Lazy Post

I’m headed to a staff retreat here today and so this will be a lazy post with ideas wholly coming from a friend.

Steve Knight is someone you should know  because of  TransFORM Knightopia, and other projects.  While several exceptional pastors are meeting this week in Minneapolis, I’m pondering along with them from afar.  The subject is:  Funding the Missional Church.

It’s no secret that some of our congregations are barely surviving financially.  

I regularly get phone calls  from our denomination’s Board of Pensions reporting congregations that haven’t paid their pastors’ pension dues, and if someone doesn’t cover them soon, those pastors will lose their health insurance.  Often the churches simply can’t afford to pay.

Some of these struggling congregations are in the poorest neighborhoods in Chicago and their own people rely on social services and other churches to feed their families.  Nevertheless, there’s one particular church that can’t pay its pastor’s pension dues, but they offer a safe place for kids after school.  Another church can barely hire a pastor, and yet they feed hungry people breakfast every day.

Steve Knight writes about the future of church finances here after spending time with Charles LaFond  –  Canon for Congregational Life in the Episcopal Diocese of New Hampshire.

Regarding Canon LaFond’s wisdom regarding  the future financial situation of the institutional church from Steve’s blog:

  • The primary years that Episcopalians pledge and give to their church are between the ages of 50 and 70.
  • Around 2015 (three years from now), the oldest Baby Boomers will begin moving out of the 50-70 age range, and the oldest Generation Xers  will begin moving into that age range.

Of course, there are two huge problems with this generational transition (which I believe will affect most aging mainline Protestant churches, not just Episcopal churches):

  1. There are far fewer Gen Xers than there are Baby Boomers and older, so there’s no way we can “replace” those who will stop giving (based on the population numbers alone).
  2. Generation X is the first generation that will no longer give to support anything based on affiliation (e.g., “I’m an Episcopalian/Disciple/Lutheran/Methodist/[fill in the blank], therefore I’ll give to my local [fill in the blank] church”).

Charles’ conclusion: Churches for the first time ever will need to really earn people’s participation and financial support, rather than simply expecting the “members” to remain engaged and cover all the costs.

According to Charles, “The average small church requires about $220,000 to exist with a clergy person, and I am not sure Generations X and Y are willing to pay the bills required for their wedding photos to be well-staged.

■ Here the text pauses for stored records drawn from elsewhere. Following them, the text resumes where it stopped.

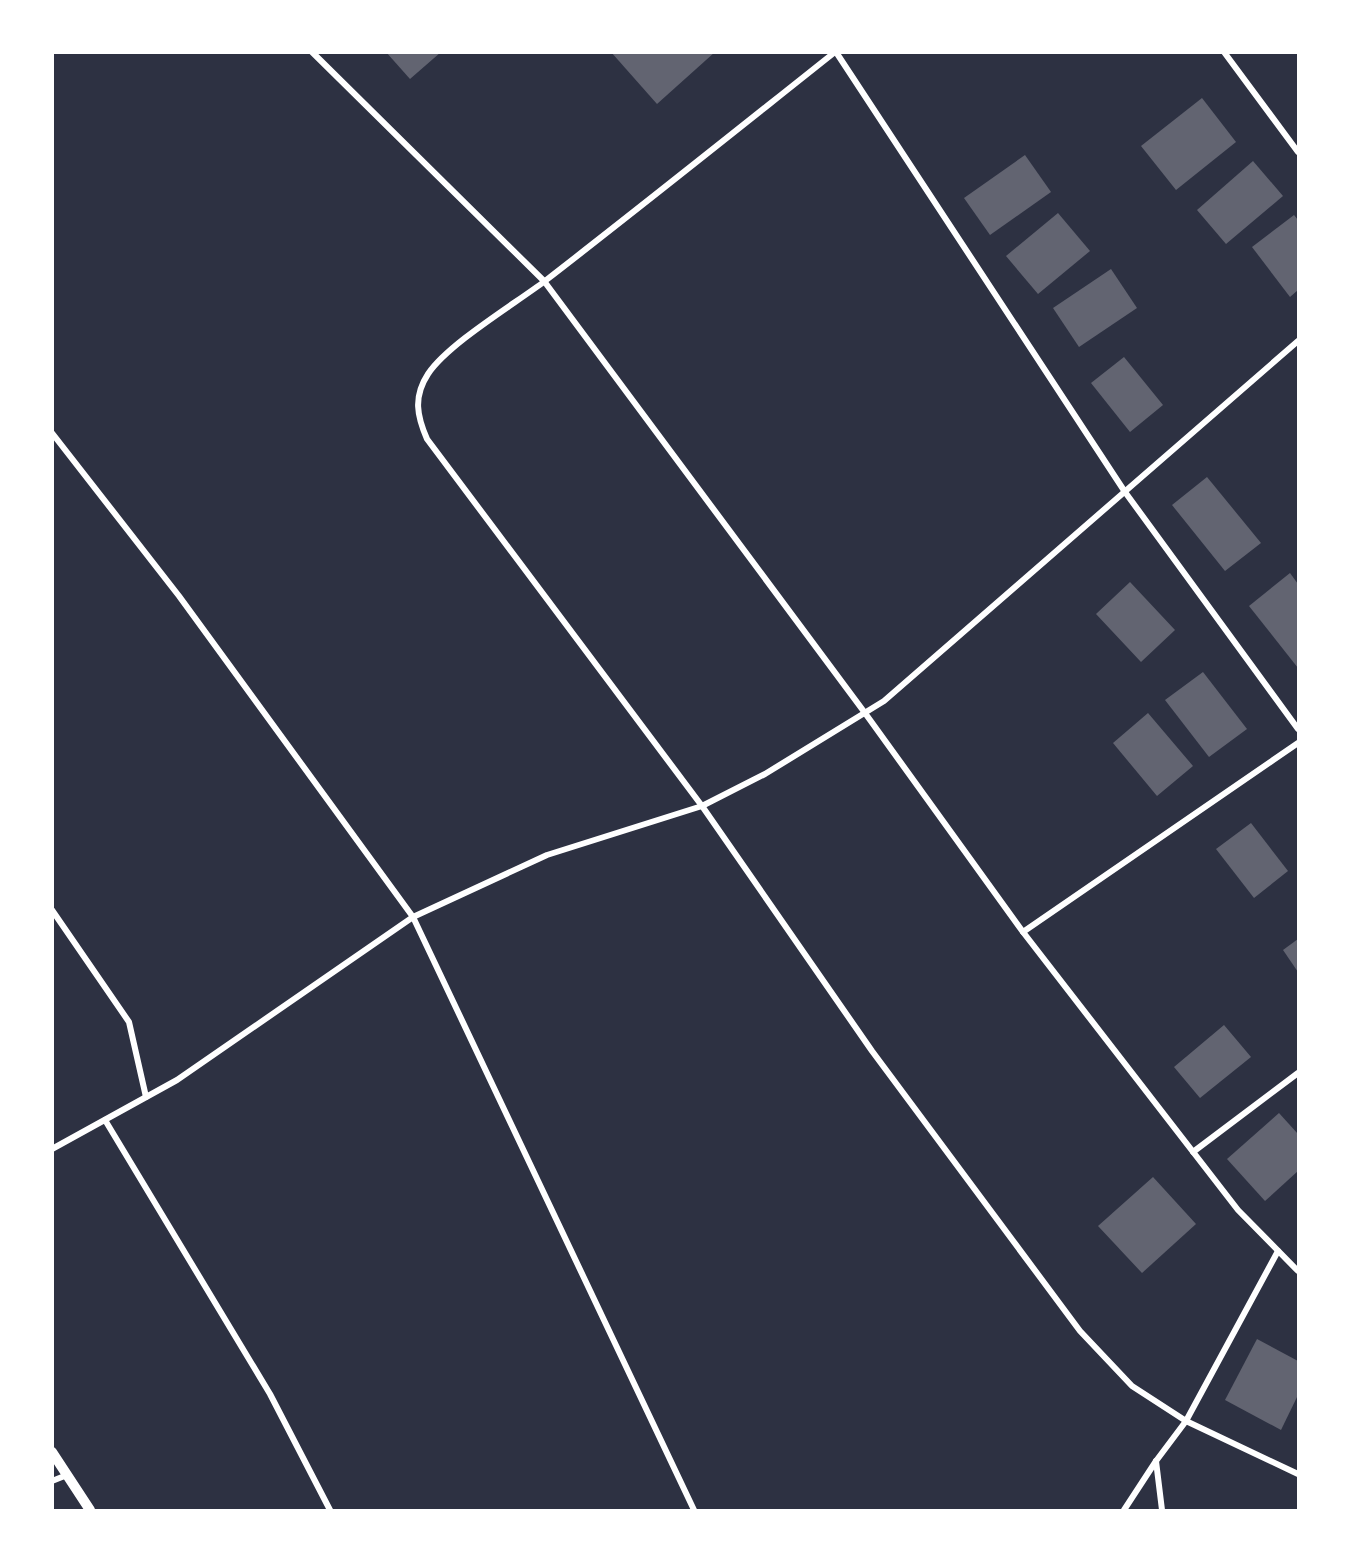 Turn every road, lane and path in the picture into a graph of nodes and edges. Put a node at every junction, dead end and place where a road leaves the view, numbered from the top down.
1 (312, 52) edge
2 (836, 52) edge
3 (1224, 52) edge
4 (1299, 152) edge
5 (544, 281) junction
6 (1299, 341) edge
7 (52, 433) edge
8 (1125, 492) junction
9 (865, 713) junction
10 (1299, 729) edge
11 (1299, 743) edge
12 (702, 806) junction
13 (52, 910) edge
14 (413, 917) junction
15 (1023, 932) junction
16 (1299, 1073) edge
17 (146, 1097) junction
18 (105, 1120) junction
19 (52, 1149) edge
20 (1193, 1152) junction
21 (1278, 1251) junction
22 (1299, 1271) edge
23 (1186, 1421) junction
24 (52, 1452) edge
25 (1156, 1461) junction
26 (1299, 1474) edge
27 (67, 1475) junction
28 (52, 1481) edge
29 (90, 1510) edge
30 (330, 1510) edge
31 (694, 1510) edge
32 (1124, 1510) edge
33 (1162, 1510) edge

1 - 5 street
2 - 5 street
2 - 8 street
3 - 4 street
5 - 9 street
5 - 12 street
6 - 8 street
7 - 14 street
8 - 9 street
8 - 10 street
9 - 12 street
9 - 15 street
11 - 15 street
12 - 14 street
12 - 23 street
13 - 17 street
14 - 17 street
14 - 31 street
15 - 20 street
16 - 20 street
17 - 18 street
18 - 19 street
18 - 30 street
20 - 21 street
21 - 22 street
21 - 23 street
23 - 25 street
23 - 26 street
24 - 27 street
25 - 32 street
25 - 33 street
27 - 28 street
27 - 29 street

I love our churches. … But I think the future of the church will be house-churches which use the church building as a meeting house.”

One of the great tweets from yesterday’s event in Minneapolis was a quote from speaker Brad Cecil:  “People stopped trusting the church to do something bigger than the church.”  

Yep.  What do you see for the future church based on these financial and generational shifts?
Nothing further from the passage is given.